E, alla fine, c’è stato, ed è stato un oltre davvero OLTRE. Mentre sono qui che vi guardo dall’OLTRE, leggo con voi…

Sette Aprile Duemilatredici.
Sulle rive dell’Arno.
Sono come il polline. Fine, giallo, gustoso.
Sono come i raggi caldi di questa primavera, finalmente.
Sono questo aprile.
Sono questo ragnetto. Pochi millimetri di perfezione. Giallo su nero, come fosse polline.
Sono queste spighe verdi, immaturo frutto della natura.
Sono questo foglio di carta, questi pensieri impuri e gravidi, questo monsone di tempeste mai viste.
Sono questa irruenza, questa voglia di scoprire, di cucirmi in faccia un amore mai visto, questi vestiti così aderenti da non riuscire più a toglierli.
Sono queste domande a cui sottopongo la mia anima, senza tregua.
Sono al mediocrità che non conosco. Perchè la scanso ma non la posso lasciare del tutto, mio marginale contatto con la realtà.
Sono questo foglio, che voglio fare a brandelli, piccole parole, piccoli pezzi di carta, verba volant, per alleggerire un mondo costruito solo per la mia personale sopravvivenza.
Sono questo traffico costante, il profilo verde delle colline di Firenze, un tempo disabitate.
Sono questo sterile punto di vista, il cui valore è un significato solo per me.
Sono perfetta come le guglie di quella basilica, come il merlo di quella torre, il bastione di questa fortezza.
Sono troppo in una vita che il troppo non lo può tollerare. E nemmeno controllare.
Sono quelle piccole anatre che procedono sul fiume scuro, incuranti di ciò che avviene attorno. 
Sono la loro scia, il flusso sottostante creato, che lambisce con lentezza la costa, con il suo ritmo parallelo.
Sono quella cosa che dovrà avvenire, spietata e chiara.
Sono quel segreto che ancora non conosco, quell’amara domenica mal vissuta sotto un vento che ricorda l’inverno e un sole che chiama l’estate.
Sono le note di queste ripetute canzoni nelle mie orecchie distanti dal reale.
Sono la mia voglia di scrivere senza mai una fine, come se non conoscessi che righe e inchiostro nero, sbaffato dalla fretta di dire qualcosa.
Sono una mendicante di poesie già scritte, che non so come scrivere. Non conosco il carattere, ancora geroglifico, senza traduzione.
E allora tu fammi egizia, da profilo intatto per secoli, fammi scultura, mummia del passato così che io legga sulla pietra la mia vita già vissuta e stringi le bende. Stringi per non far passare il sangue, freddo afflusso di sistemi nervosi troppo attivi per lasciarmi riposare in pace.
Sono questo sarcofago.
Sono questa maschera di cera.
Sono la combinazione sconosciuta.
Sono un simbolo segreto delle Terre di Mezzo.
Sono una regina. Tu lasciati ammaliare dal canto delle sirene e vattene, lasciami, abbandona questa attesa che non sopporta più le attese sconosciute dell’amore.
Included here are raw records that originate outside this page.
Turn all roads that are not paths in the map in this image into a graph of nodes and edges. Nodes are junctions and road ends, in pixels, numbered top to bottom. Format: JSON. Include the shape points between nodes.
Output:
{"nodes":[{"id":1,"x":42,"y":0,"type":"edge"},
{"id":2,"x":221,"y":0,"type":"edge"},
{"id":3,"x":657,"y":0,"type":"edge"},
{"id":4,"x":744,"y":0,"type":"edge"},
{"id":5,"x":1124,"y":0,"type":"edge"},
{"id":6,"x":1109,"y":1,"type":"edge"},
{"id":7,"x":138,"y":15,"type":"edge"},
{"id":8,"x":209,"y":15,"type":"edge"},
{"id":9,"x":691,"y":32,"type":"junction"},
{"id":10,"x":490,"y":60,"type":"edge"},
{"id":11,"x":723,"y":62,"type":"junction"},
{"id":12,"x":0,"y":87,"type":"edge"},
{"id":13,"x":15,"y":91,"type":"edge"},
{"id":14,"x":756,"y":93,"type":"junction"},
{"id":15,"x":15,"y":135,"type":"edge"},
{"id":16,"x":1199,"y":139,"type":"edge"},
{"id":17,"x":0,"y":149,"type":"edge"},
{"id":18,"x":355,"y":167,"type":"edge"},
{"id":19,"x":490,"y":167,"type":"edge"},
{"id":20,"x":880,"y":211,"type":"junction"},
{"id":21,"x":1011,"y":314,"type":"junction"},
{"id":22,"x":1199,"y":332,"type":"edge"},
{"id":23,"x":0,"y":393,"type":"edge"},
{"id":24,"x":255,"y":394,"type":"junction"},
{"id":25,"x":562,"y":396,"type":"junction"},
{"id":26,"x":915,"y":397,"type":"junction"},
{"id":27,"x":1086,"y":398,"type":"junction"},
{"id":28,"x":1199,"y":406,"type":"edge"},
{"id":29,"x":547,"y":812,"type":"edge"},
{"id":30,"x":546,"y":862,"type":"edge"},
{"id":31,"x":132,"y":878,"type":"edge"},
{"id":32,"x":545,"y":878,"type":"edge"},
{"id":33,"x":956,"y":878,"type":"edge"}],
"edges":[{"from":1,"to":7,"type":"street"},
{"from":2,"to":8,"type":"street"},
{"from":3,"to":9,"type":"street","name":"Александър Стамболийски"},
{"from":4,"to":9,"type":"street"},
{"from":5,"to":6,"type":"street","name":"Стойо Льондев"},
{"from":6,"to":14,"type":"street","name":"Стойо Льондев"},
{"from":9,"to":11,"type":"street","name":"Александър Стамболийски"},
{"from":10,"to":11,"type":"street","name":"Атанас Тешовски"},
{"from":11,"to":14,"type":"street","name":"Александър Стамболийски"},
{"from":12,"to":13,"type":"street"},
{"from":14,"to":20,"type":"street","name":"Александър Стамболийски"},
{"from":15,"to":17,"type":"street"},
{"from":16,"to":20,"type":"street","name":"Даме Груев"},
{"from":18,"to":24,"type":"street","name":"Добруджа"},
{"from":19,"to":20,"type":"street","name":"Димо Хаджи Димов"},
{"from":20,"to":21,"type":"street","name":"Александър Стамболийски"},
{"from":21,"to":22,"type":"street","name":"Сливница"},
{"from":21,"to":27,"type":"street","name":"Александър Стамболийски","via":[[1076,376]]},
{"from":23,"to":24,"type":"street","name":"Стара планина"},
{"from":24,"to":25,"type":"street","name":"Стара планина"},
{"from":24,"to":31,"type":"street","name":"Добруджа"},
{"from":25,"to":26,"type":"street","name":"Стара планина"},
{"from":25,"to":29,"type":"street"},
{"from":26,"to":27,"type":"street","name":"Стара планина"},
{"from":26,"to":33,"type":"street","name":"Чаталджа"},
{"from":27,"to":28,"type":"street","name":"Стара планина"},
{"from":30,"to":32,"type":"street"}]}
Meekyoung Shin – Vasi di Sapone (foto by Berry – Saatchi Gallery, London, agosto 2012)

Perchè questa foto? Perchè era agosto, caldo anche a Londra. I miei pensieri erano più cupi di adesso e questo museo fu una boccata d’aria. Questi vasi sono fatti di sapone, da non credere, vero? Ora i miei cupi pensieri sono scivolati via sulle curve morbide di quelle forme, sono rimasti quelli dai colori accesi. 
Non c’è più nessuna attesa.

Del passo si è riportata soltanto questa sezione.